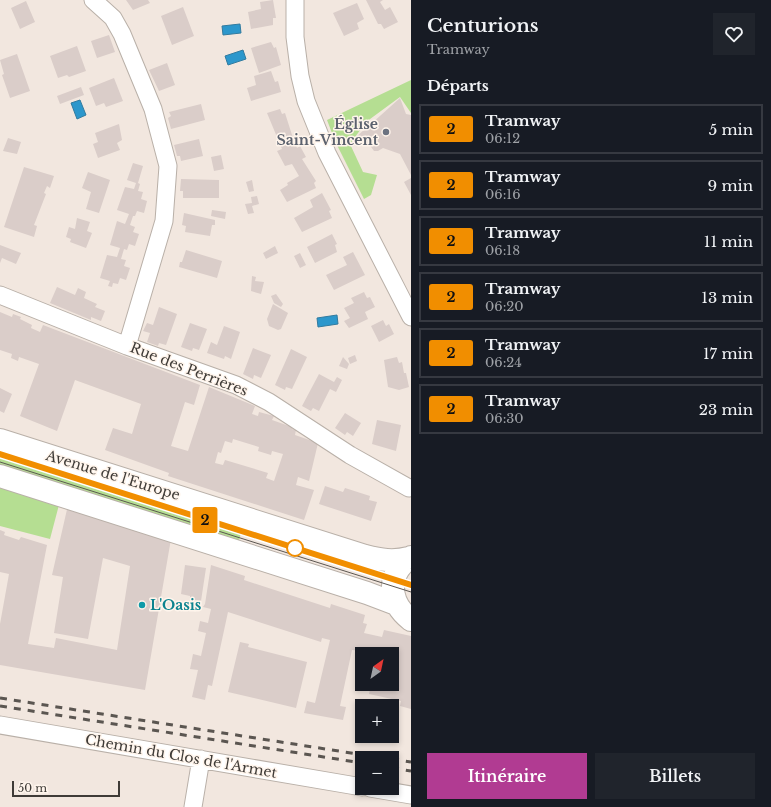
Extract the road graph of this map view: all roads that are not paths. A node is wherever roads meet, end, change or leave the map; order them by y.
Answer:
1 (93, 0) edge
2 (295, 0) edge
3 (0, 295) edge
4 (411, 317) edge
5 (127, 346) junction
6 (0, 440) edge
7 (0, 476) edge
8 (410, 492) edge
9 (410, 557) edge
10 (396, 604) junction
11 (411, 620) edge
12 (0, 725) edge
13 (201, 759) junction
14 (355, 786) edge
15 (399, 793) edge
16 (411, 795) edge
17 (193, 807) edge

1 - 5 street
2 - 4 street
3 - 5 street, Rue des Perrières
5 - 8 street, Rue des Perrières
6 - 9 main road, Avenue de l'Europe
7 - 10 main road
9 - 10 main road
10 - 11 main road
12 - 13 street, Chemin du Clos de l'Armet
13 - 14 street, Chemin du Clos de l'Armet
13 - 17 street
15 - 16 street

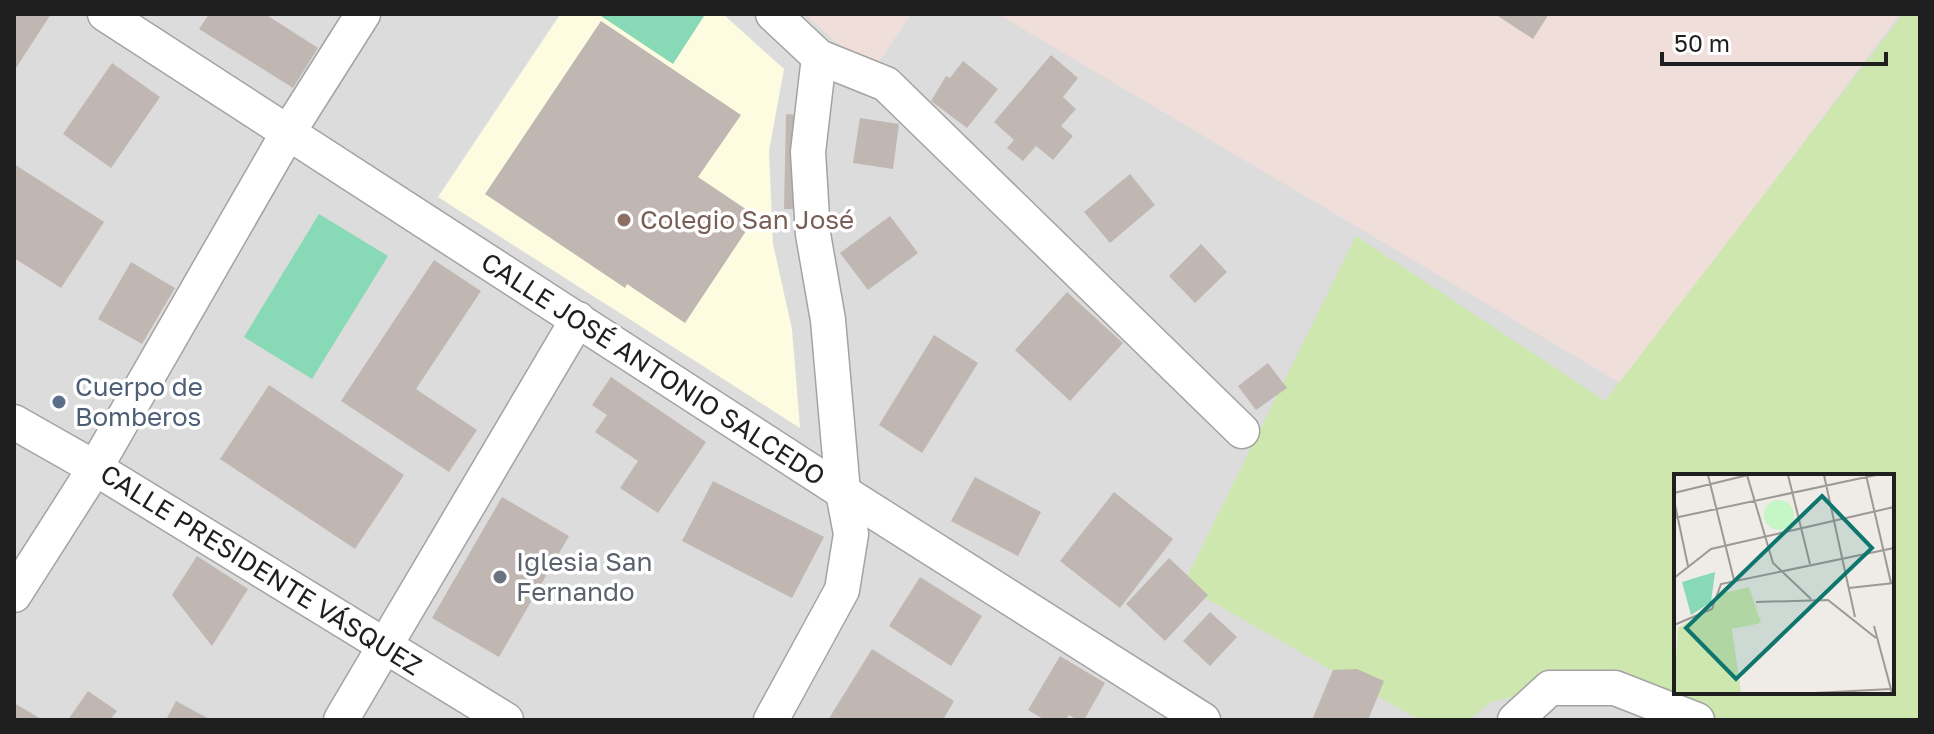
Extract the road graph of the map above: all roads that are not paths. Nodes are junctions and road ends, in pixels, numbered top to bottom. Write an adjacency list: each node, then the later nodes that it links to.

ACTIVITY – Return each full line of the entries that contains the word "node".

FINAL ANSWER –
Extract the road graph of this map view: all roads that are not paths. A node is wherever roads meet, end, change or leave the map; order them by y.
Extract the road graph of the map above: all roads that are not paths. Nodes are junctions and road ends, in pixels, numbered top to bottom. Write an adjacency list: each node, then the later nodes that it links to.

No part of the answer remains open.